TASK :: Your job is to retype the records exactly while dropping every picture.
++++++++
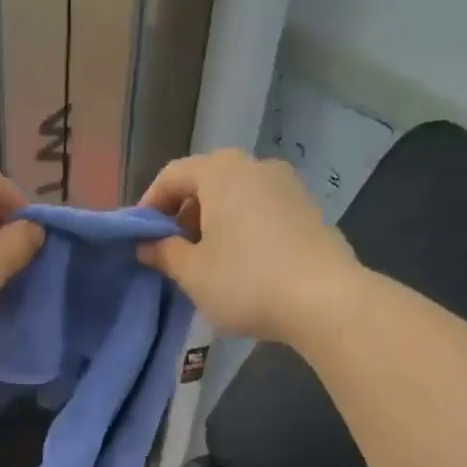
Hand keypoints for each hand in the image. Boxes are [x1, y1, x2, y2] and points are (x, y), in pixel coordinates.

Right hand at [138, 149, 358, 343]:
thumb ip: (164, 253)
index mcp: (221, 172)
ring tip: (207, 261)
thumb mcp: (193, 273)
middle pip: (207, 181)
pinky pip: (261, 211)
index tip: (140, 237)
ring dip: (214, 222)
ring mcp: (288, 186)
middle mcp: (256, 166)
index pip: (173, 175)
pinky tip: (242, 264)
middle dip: (184, 214)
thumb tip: (147, 245)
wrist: (325, 300)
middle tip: (173, 251)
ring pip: (236, 196)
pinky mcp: (309, 209)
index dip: (150, 204)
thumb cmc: (246, 281)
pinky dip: (242, 228)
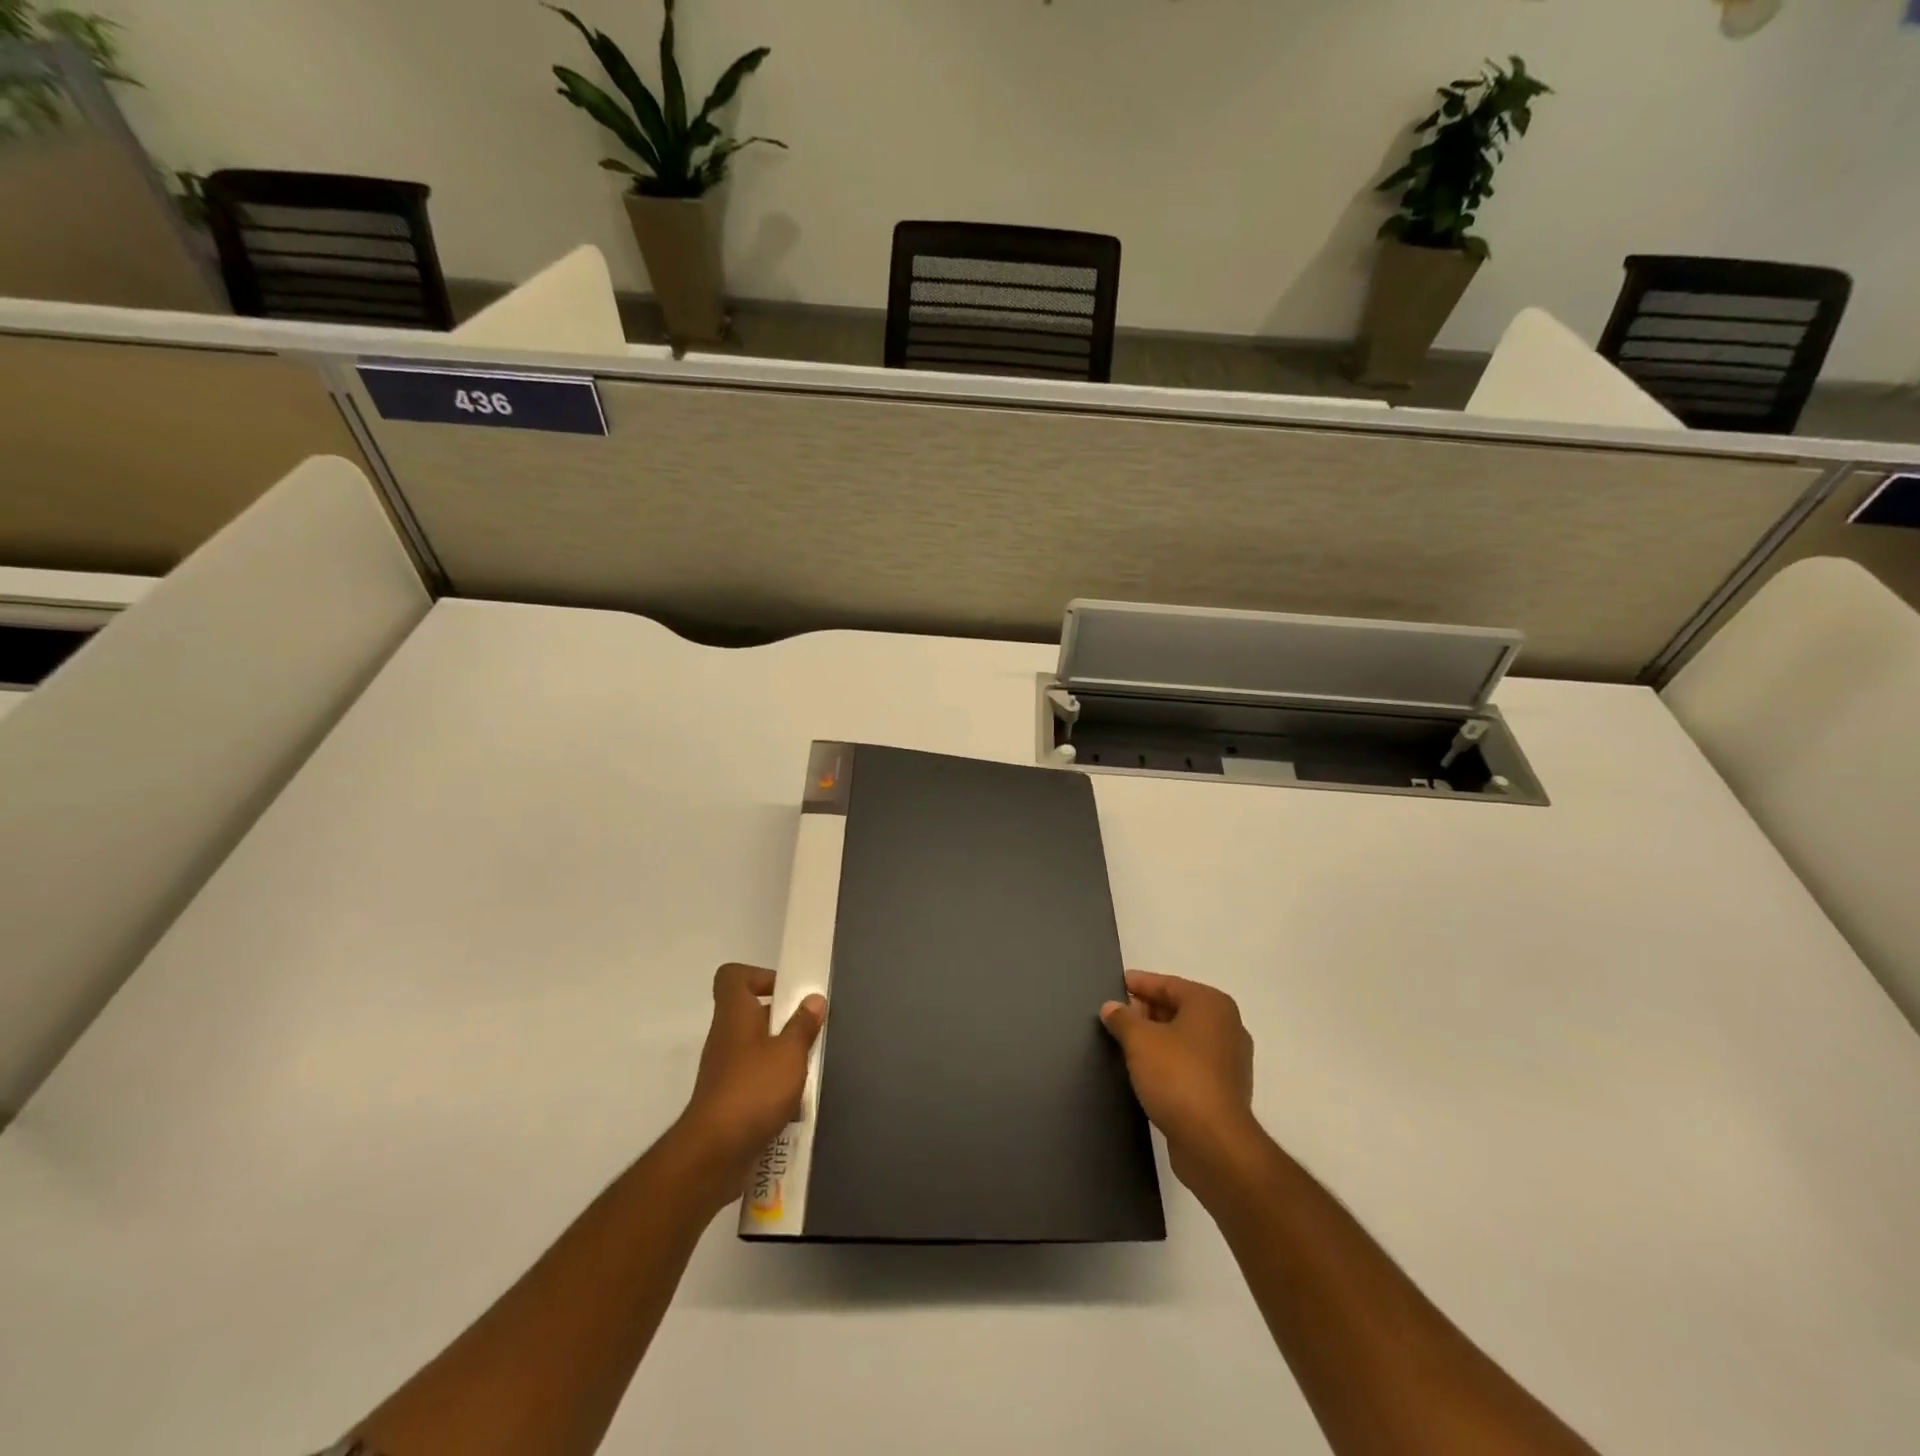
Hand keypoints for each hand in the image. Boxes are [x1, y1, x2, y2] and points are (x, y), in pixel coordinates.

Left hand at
++++++++
RESPONSE FOR THIS EXERCISE ::
Hand keypoints for each hand in the image. Boxes are [x1, y1, x2, y2] and points are (x, y), in pixel coordinates.

Right hand at [138, 149, 358, 343]:
thumb ip: (164, 253)
index mcp: (221, 172)
ring tip: (207, 261)
thumb mcp: (193, 273)
middle pip: (207, 181)
pinky pip: (261, 211)
index tip: (140, 237)
ring dip: (214, 222)
ring mcp: (288, 186)
middle mcp: (256, 166)
index pip: (173, 175)
pinky tip: (242, 264)
middle dip: (184, 214)
thumb tip: (147, 245)
wrist: (325, 300)
middle tip: (173, 251)
ring pip: (236, 196)
pinky mcp: (309, 209)
index dip: (150, 204)
thumb cmc: (246, 281)
pinky dip: (242, 228)
Hand keypoints for each hand in the image. Boxes are [x1, y1, x2, y2] and points are (x, y), in pixel coordinates.

Left hand at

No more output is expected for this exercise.